How can I test it to see if it is still "shocking" without having to touch
it? I have one of those light testers that you touch one probe to the
neutral and one to hot, but in this case I'm not sure what would be what.
Should I get ahold of a voltmeter? Should I call an electrician? Should I
open up the electrical box on the kiln and see if there are any wires arcing
to the housing?

William & Susan Schran User on tue 23 aug 05


On 8/23/05 12:40 PM, "Sasho" wrote:

> I'm wondering whether it is the kiln, the outlet I plugged it into
> or the fact that at the time we hadn't hooked back up the ground to our main
> breaker panel.

Hooking the ground up would certainly be a priority.

To be safe, you should have a disconnect right next to the kiln.

Do shut off the breaker and unplug the kiln, then open the panel and check
for any loose/disconnected wires, wires with missing/burned insulation or
wires contacting the skin of the kiln.

If these suggestions don't reveal/solve the problem, then an electrician
would be the next call.


--
William "Bill" Schran
Fredericksburg, Virginia

Carl Finch on tue 23 aug 05


At 09:40 AM 8/23/2005, Sasho wrote:

>A couple weeks ago I posted about venting an Amaco kiln and you guys had a
>great response so I thought I'd ask about this too. I have the kiln in
>place and the ventilation system is installed and working well (based on
>testing the top hole with a flame). I wired up an outlet for the kiln and
>plugged it in. Note I do not have a manual for this kiln yet, I requested
>one a couple weeks ago from Amaco and it hasn't arrived yet. We turned it
>on and watched the temperature, sit and do nothing. So mu husband reached
>over to the timer (not sure why) and when he touched the corner of it he got
>a shock. We quickly turned the power off (using a rubber soled shoe to shut
>the main power off on the kiln) and unplugged it. Obviously there is a
>problem. I'm wondering whether it is the kiln, the outlet I plugged it into
>or the fact that at the time we hadn't hooked back up the ground to our main
>breaker panel. I'm afraid to plug it back in, since I'm pretty sure a shock
>like that would do more than startle me (I'm half the size of my husband).
>How can I test it to see if it is still "shocking" without having to touch
>it? I have one of those light testers that you touch one probe to the
>neutral and one to hot, but in this case I'm not sure what would be what.
>Should I get ahold of a voltmeter? Should I call an electrician?
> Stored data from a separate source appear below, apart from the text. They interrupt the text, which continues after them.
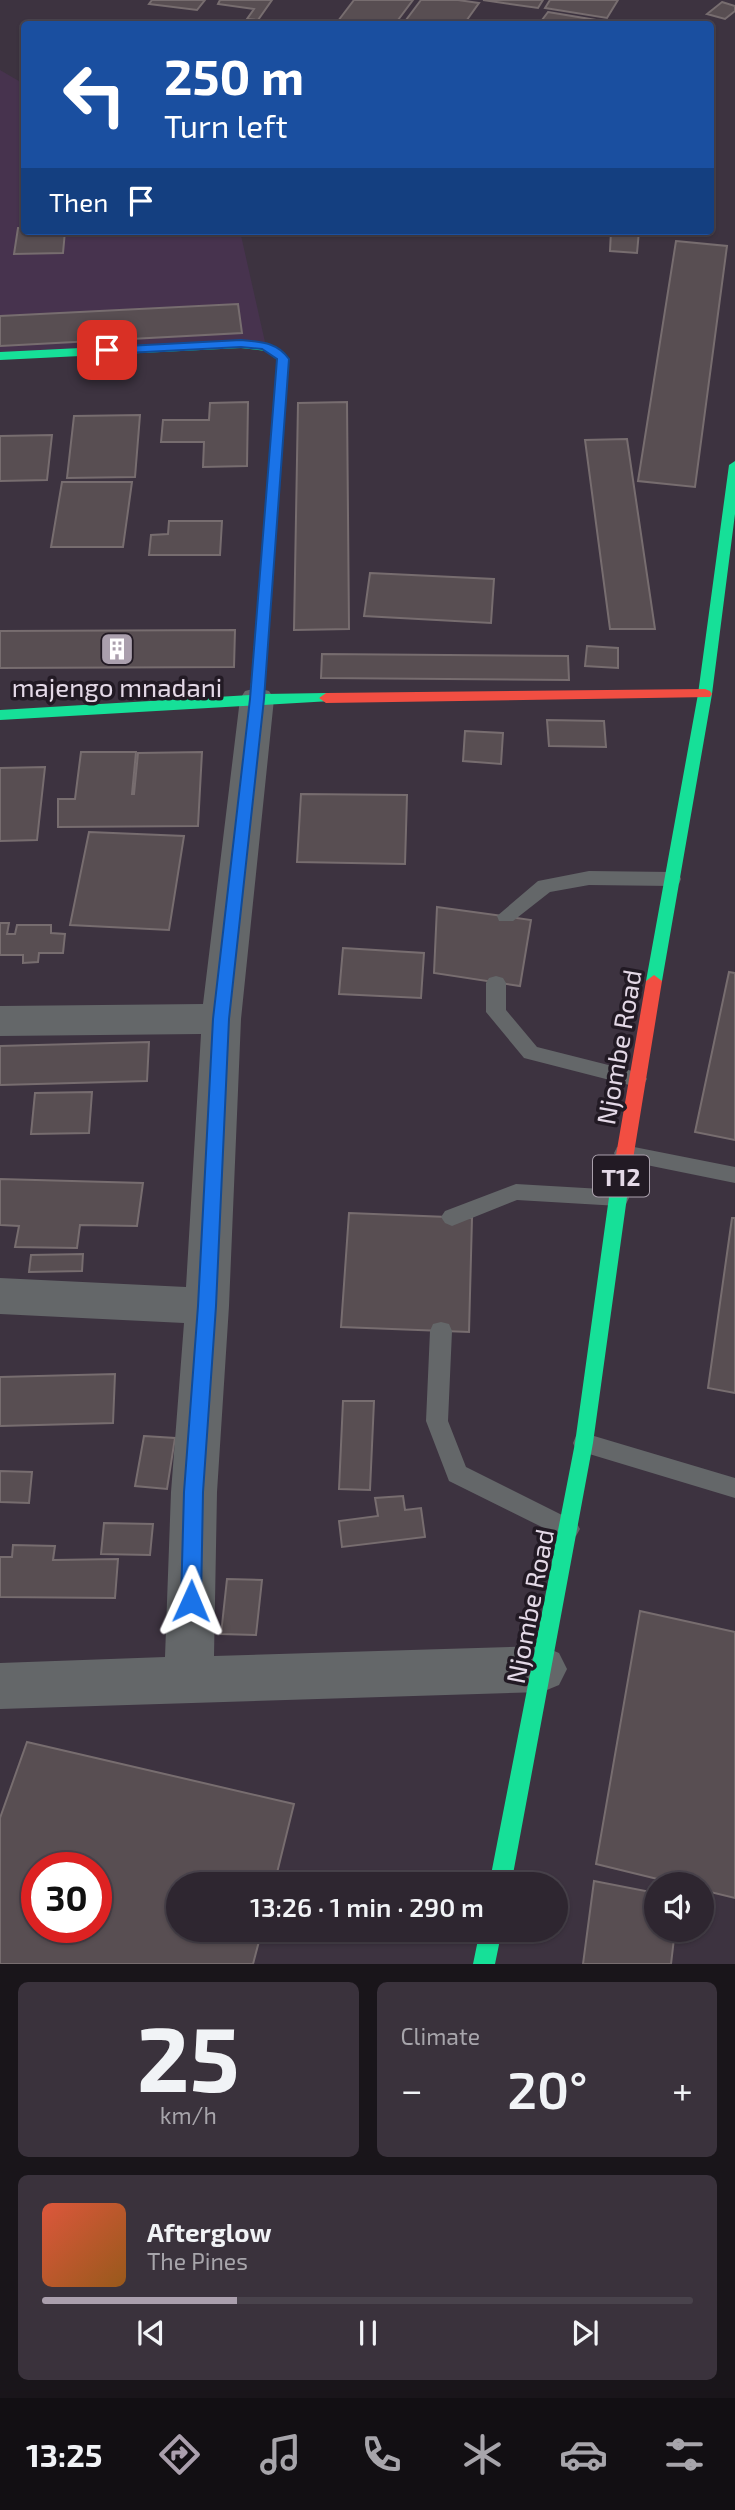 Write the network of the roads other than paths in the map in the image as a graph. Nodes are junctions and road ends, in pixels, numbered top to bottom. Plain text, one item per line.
1 (0, 356) edge
2 (735, 465) edge
3 (705, 694) junction
4 (257, 699) junction
5 (0, 715) edge
6 (672, 879) junction
7 (506, 916) dead end
8 (496, 983) dead end
9 (221, 1019) junction
10 (0, 1021) edge
11 (637, 1079) junction
12 (624, 1153) junction
13 (735, 1175) edge
14 (619, 1198) junction
15 (452, 1217) dead end
16 (0, 1296) edge
17 (207, 1306) junction
18 (441, 1331) dead end
19 (584, 1443) junction
20 (735, 1488) edge
21 (568, 1529) junction
22 (542, 1669) junction
23 (189, 1682) junction
24 (0, 1686) edge
25 (503, 1872) edge
26 (489, 1942) edge
27 (484, 1964) edge

1 - 4 main road
2 - 3 main road, Njombe Road / T12
3 - 4 main road
3 - 6 main road, Njombe Road / T12
4 - 5 main road
4 - 9 street
6 - 7 lane
6 - 11 main road, Njombe Road / T12
8 - 11 lane
9 - 10 street
9 - 17 street
11 - 12 main road, Njombe Road / T12
12 - 13 lane
12 - 14 main road, Njombe Road / T12
14 - 15 lane
14 - 19 main road, Njombe Road / T12
16 - 17 street
17 - 23 street
18 - 21 lane
19 - 20 lane
19 - 21 main road, Njombe Road / T12
21 - 22 main road, Njombe Road / T12
22 - 23 street
22 - 25 main road, Njombe Road / T12
23 - 24 street
26 - 27 main road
Should I
>open up the electrical box on the kiln and see if there are any wires arcing
>to the housing?


After rereading your message a couple times and making a couple false
starts at suggesting things to do, please forgive me if I just say instead,
"call an electrician." What you did and the way you describe it just makes
me conclude that you're working a bit too far over your head.
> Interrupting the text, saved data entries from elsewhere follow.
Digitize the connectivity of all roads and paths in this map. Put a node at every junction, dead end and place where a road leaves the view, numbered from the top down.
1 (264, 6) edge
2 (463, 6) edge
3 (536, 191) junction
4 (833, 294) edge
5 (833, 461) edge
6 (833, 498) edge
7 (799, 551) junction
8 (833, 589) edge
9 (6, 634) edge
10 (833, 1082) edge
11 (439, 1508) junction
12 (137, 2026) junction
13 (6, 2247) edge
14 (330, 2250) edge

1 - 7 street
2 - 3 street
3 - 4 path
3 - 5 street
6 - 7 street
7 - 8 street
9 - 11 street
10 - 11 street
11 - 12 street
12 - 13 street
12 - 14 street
(For example, how did you "wire up" the kiln without knowing neutral from
hot? And by the way, 240v 3-wire kilns have no neutral--only 2 hots and a
safety ground. 120v vent fans have one hot, one neutral and one safety
ground.)

For you and any others who want to save the big bucks that electricians
demand, I highly recommend the Sunset Books publication, "Complete Home
Wiring"--about $15 at Home Depot, Lowes, electrical supply houses,
etc. It's beautifully illustrated, and clearly explains everything you
need to know--both theory and how-to.

The following, though encouraging for us tyro potters, does NOT apply to
electrical work:

"Not everything worth doing is worth doing well."
--S. Kopp

--Carl
in Medford, Oregon

Louis Katz on tue 23 aug 05


1. You should unplug the kiln with the power off.
2. If the ground on the kiln was good there would be no shock. All the
juice would be flowing to ground from the case.
3. Yes something is leaking current to the case or whatever piece your
husbnad got a shock from or you have a problem with your house wiring
ground. If this is the case turning off the breaker will not stop the
kiln from being able to give you a shock.
4. If you are not experienced with a Volt Ohm meter I would suggest
trying to find the problem in your kiln, but if nothing turns up
obvious I would call a professional if the kiln is worth it. My first
test would be to see if the case has a good connection to the ground
plug (with the kiln unplugged. Some very old kilns have ungrounded
cases and if your kiln is one of these I would either ground the case
or get a new kiln.
5. If any other appliance has caused a similar problem recently I would
definitely call an electrician.
6. I am not an electrician. Good advice would be to get the advice of
an electrician.


>
> Should I get ahold of a voltmeter? Should I call an electrician?
> Should I
> open up the electrical box on the kiln and see if there are any wires
> arcing
> to the housing?
>
> __________

Leland Hall on tue 23 aug 05


Last time I was in a situation with a kiln acting up I pretended to be an
electrician.

This is what happened: http://photobucket.com/albums/a236/pyromanic/


about three weeks ago.

Please take care.

Sincerely

Leland Hall
Before The Wheel Enterprises

Brian Gracia on tue 23 aug 05


For something like this, if you have not worked with wiring much, I would
get an electrician pronto.

If it was me, I would disconnect the kiln, then check the wiring. at the
breaker. Then I would check at the kiln to make sure it is connected
right. For 220, Black in hot, Red is hot and green is ground. For 110,
Black is hot, white is netural, green is ground. If this is correct, then
I would check inside the panel for loose connections or wires that have
rubbed raw and are making contact with the metal housing.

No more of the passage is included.